REQUIRED ACTION
The entries that follow include a run beginning at the line with "M982 357 1007" and ending at the line with "M1051 670 1083"; restate that run word for word and leave the rest out.

EXTRACTED INFORMATION

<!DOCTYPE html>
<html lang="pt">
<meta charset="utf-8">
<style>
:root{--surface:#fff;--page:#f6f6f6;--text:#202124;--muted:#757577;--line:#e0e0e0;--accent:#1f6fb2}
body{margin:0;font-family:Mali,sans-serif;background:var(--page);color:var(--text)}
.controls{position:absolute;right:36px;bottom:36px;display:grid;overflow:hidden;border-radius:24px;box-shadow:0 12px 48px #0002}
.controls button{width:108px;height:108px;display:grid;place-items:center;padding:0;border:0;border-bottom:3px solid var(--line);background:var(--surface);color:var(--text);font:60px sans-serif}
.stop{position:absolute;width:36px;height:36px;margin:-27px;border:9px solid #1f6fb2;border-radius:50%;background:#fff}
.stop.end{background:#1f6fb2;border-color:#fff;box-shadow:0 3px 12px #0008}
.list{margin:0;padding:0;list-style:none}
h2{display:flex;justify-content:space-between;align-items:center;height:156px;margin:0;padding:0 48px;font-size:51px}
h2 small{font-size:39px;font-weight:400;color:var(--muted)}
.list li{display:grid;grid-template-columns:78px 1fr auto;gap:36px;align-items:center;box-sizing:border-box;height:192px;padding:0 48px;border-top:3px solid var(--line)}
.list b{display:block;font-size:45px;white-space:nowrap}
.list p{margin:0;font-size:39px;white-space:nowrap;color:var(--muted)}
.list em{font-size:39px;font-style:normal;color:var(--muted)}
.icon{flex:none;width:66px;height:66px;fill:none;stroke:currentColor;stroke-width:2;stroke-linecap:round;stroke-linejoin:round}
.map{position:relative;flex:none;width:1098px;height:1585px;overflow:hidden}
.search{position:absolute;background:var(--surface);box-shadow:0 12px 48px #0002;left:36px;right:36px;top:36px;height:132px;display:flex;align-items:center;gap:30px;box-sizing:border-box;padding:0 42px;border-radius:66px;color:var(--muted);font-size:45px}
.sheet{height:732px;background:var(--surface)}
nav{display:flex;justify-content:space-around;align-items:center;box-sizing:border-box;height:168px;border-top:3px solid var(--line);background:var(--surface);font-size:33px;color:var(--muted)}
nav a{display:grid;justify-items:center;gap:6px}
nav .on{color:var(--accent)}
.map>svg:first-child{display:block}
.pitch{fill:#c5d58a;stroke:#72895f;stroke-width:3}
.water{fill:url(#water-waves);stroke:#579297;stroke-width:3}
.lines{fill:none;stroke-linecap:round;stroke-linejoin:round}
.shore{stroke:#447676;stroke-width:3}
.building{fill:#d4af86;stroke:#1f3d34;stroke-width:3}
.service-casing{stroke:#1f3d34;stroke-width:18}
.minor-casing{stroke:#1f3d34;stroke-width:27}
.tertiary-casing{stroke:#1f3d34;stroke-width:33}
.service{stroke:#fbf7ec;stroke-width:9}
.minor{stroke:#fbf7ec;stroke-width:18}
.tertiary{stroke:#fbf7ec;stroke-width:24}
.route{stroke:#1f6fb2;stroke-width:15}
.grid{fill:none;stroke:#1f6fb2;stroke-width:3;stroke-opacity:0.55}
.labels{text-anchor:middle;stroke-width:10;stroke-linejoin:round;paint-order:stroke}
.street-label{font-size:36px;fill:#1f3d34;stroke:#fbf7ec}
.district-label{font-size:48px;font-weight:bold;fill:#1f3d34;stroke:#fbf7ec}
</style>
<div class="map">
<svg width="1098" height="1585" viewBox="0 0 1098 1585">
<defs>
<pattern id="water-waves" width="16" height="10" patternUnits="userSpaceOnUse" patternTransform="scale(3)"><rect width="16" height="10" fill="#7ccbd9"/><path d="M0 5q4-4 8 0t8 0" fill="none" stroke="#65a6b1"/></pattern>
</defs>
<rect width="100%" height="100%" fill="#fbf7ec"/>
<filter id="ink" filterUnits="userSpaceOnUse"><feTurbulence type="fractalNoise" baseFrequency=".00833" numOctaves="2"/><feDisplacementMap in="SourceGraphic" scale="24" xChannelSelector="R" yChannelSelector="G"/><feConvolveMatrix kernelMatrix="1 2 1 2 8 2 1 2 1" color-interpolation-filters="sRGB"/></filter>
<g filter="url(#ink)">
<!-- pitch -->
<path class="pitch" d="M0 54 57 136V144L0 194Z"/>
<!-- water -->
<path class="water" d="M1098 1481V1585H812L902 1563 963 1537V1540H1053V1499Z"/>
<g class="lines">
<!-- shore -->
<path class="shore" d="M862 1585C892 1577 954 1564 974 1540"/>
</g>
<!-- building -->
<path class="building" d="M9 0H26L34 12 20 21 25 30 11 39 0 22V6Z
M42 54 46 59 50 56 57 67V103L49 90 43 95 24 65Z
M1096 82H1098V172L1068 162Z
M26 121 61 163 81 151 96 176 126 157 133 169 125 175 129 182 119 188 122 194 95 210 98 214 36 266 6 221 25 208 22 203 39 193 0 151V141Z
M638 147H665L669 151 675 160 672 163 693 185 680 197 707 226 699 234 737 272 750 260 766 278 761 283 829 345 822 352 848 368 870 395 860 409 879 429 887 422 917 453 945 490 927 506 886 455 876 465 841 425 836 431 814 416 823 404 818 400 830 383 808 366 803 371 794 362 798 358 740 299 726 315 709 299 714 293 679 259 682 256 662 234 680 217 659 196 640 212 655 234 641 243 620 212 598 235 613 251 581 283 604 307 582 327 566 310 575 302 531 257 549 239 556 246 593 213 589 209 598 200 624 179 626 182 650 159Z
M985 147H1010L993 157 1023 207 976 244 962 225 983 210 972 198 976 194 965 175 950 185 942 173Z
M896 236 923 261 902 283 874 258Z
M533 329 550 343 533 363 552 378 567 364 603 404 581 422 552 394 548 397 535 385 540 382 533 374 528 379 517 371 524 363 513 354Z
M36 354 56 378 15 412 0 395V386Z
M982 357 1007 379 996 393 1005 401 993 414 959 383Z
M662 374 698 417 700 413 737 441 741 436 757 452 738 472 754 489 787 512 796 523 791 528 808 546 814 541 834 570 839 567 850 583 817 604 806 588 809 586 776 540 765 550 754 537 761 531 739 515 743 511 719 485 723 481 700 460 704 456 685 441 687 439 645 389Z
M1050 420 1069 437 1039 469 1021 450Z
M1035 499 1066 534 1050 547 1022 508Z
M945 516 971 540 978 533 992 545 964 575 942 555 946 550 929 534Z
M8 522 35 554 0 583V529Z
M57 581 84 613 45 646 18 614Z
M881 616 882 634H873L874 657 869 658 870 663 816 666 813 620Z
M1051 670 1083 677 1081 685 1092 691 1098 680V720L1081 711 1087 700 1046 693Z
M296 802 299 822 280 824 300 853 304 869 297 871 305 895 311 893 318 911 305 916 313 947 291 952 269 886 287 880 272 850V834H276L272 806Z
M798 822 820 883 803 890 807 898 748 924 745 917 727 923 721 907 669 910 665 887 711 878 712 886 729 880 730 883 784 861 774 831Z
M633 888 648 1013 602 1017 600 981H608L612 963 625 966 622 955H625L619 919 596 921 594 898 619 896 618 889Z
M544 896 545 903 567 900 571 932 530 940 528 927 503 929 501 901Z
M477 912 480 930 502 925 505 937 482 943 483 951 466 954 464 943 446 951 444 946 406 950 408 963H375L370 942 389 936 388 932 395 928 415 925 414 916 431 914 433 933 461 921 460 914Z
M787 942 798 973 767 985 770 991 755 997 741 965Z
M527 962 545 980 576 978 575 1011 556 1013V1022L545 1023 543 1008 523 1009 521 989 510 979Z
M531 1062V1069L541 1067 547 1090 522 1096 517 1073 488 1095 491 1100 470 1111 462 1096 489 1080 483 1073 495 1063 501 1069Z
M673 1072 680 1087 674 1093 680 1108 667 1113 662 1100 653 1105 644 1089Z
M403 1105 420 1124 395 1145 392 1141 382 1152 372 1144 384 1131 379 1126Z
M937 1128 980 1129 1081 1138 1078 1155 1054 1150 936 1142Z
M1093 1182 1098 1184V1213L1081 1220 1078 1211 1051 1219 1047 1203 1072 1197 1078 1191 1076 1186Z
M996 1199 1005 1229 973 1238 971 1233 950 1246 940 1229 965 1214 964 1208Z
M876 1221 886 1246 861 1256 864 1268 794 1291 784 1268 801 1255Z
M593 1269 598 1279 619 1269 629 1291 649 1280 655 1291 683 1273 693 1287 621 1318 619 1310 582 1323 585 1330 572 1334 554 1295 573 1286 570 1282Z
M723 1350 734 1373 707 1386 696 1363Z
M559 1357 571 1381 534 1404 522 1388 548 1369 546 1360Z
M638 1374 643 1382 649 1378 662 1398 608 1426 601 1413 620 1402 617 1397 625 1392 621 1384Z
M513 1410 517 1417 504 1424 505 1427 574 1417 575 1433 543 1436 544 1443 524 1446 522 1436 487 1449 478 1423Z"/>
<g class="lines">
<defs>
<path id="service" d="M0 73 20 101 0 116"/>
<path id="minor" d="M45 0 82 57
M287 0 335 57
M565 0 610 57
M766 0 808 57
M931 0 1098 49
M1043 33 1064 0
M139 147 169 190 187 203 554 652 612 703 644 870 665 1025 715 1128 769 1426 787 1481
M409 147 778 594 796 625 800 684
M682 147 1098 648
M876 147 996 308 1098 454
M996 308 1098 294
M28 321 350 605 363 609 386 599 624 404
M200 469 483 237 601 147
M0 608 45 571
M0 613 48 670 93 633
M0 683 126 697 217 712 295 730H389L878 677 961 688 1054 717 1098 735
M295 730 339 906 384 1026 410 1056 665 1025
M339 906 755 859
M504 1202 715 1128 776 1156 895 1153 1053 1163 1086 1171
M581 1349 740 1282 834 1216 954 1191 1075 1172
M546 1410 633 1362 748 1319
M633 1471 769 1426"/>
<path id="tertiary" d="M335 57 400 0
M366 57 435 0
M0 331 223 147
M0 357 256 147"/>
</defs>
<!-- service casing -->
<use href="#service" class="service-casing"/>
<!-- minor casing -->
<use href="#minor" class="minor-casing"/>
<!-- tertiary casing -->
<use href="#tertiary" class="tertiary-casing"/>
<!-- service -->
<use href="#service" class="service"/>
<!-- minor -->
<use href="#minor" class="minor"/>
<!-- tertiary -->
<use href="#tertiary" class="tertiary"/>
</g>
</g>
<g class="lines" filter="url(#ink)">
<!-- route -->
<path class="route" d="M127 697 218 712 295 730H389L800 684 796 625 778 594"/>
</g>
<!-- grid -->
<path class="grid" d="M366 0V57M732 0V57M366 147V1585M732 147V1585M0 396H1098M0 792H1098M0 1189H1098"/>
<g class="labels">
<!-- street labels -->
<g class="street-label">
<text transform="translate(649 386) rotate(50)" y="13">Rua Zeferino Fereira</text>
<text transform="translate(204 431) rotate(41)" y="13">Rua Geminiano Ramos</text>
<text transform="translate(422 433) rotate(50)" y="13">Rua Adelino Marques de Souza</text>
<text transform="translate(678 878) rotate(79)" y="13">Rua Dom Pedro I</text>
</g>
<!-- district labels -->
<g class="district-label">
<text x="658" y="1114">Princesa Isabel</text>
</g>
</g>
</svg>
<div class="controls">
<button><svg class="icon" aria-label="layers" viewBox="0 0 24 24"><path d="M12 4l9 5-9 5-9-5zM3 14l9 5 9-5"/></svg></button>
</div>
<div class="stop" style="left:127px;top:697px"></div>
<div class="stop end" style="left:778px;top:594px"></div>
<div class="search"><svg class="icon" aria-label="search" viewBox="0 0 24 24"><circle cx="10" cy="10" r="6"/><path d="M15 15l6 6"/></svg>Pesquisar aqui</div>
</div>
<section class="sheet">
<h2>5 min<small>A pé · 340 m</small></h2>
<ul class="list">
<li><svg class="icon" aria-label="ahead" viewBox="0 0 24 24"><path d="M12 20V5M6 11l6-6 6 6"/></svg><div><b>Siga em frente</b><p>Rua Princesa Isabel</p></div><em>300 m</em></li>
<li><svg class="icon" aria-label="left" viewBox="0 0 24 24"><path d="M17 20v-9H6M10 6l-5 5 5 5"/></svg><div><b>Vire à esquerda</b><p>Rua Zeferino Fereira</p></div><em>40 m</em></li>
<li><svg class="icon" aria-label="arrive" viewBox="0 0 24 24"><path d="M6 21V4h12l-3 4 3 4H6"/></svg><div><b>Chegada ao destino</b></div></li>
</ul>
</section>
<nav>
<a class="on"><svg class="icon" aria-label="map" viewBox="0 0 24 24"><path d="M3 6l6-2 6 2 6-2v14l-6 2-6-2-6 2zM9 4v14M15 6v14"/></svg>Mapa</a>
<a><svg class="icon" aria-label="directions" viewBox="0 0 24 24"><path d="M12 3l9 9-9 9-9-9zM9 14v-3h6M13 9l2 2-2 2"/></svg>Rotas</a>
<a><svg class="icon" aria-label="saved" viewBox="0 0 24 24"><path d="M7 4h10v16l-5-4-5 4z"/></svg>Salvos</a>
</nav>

RESPONSE
M982 357 1007 379 996 393 1005 401 993 414 959 383Z
M662 374 698 417 700 413 737 441 741 436 757 452 738 472 754 489 787 512 796 523 791 528 808 546 814 541 834 570 839 567 850 583 817 604 806 588 809 586 776 540 765 550 754 537 761 531 739 515 743 511 719 485 723 481 700 460 704 456 685 441 687 439 645 389Z
M1050 420 1069 437 1039 469 1021 450Z
M1035 499 1066 534 1050 547 1022 508Z
M945 516 971 540 978 533 992 545 964 575 942 555 946 550 929 534Z
M8 522 35 554 0 583V529Z
M57 581 84 613 45 646 18 614Z
M881 616 882 634H873L874 657 869 658 870 663 816 666 813 620Z
M1051 670 1083 677 1081 685 1092 691 1098 680V720L1081 711 1087 700 1046 693Z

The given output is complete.